WASHINGTON, Jan 14 (Reuters) - The United States on Wednesday said it had approved over $1 billion worth of donations to Cuba since 1992 despite an embargo aimed at forcing political change on the communist-ruled island.
The announcement by the State Department seemed designed to undercut a new push for relaxation of the embargo by an influential mix of prominent Americans.
Through its licensing arrangements, "the United States has in effect provided more medical assistance to the people of Cuba than their own government has," deputy spokesman James Foley asserted.
A new coalition, Americans for Humanitarian Trade with Cuba, said Tuesday it would press for passage of pending bills in Congress that would carve an exemption in the existing embargo for food, medicine and medical-gear sales.
Members of Congress, the clergy and the business community announced the formation of the new grouping at a packed press conference at the U.S. Chamber of Commerce, which has opposed the U.S. embargo since the 1960s.
The campaign was launched a week before Pope John Paul is due to begin a historic visit to the island, 90 miles (145 km) off the coast of Florida.
Foley rejected the coalition's call for an end to the embargo on Cuba and said reality belies coalition concerns about suffering of children, the sick and the elderly in Cuba.
"The United States has licensed donations of over $227 million in medicines and medical supplies since 1992," he said.
"Moreover, over $1 billion worth of donations of all types of humanitarian assistance, including food and a variety of other goods, have also been licensed in this time period," he said.
The Cuban Democracy Act of 1992 permits U.S. firms to export medicines, medical supplies and equipment to Cuba provided that end-use monitoring arrangements are in place.
Given the record, "we believe that we are authorizing the types of humanitarian commerce and assistance that ... helps meet the needs of the Cuban people on a properly licensed basis.
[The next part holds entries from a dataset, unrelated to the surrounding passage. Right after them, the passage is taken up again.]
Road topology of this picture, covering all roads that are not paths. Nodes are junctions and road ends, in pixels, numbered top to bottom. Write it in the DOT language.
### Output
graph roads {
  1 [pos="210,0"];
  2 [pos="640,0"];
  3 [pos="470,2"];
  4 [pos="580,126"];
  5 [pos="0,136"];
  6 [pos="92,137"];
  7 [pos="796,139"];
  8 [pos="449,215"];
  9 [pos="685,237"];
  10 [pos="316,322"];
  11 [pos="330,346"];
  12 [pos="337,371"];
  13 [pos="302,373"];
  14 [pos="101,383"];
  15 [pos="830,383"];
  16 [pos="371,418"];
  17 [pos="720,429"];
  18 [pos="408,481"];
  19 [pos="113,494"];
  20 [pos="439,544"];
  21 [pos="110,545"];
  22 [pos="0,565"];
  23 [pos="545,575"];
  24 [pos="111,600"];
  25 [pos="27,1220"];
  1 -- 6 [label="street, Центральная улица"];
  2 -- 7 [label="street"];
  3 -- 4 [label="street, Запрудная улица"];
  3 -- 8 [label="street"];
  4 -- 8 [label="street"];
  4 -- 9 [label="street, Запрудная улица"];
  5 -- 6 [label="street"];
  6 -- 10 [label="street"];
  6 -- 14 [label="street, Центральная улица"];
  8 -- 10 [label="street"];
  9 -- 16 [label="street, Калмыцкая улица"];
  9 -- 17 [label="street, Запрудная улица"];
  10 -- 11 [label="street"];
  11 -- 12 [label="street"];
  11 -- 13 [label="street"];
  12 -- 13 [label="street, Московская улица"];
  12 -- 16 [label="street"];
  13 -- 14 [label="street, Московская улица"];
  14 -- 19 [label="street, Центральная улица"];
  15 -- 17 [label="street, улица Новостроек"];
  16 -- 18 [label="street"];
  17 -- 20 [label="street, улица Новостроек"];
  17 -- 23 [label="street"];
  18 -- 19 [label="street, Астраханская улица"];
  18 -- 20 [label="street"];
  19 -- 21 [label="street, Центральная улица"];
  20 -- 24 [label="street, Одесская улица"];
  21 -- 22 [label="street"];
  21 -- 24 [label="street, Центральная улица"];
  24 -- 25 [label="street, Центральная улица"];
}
There is not a crisis of this nature," Foley said.
He stressed the U.S. view that "the problems in the Cuban economy and the Cuban health sector are a direct result of mismanagement of the Cuban economy, which is a dysfunctional economic model."
While reaffirming U.S. determination to maintain a multifaceted approach to Cuba that includes an embargo, Foley reiterated that Washington might alter its approach if Havana made fundamental democratic changes in its system.
He noted that the pope has delivered powerful messages that "had a reverberating effect in other closed and totalitarian societies."
If next week's papal visit "can be a spark for a humane response to the hunger and thirst of the Cuban people for real democratic change, then we certainly would welcome that," Foley said, but Cuba's record does not inspire optimism about fundamental change in the communist system.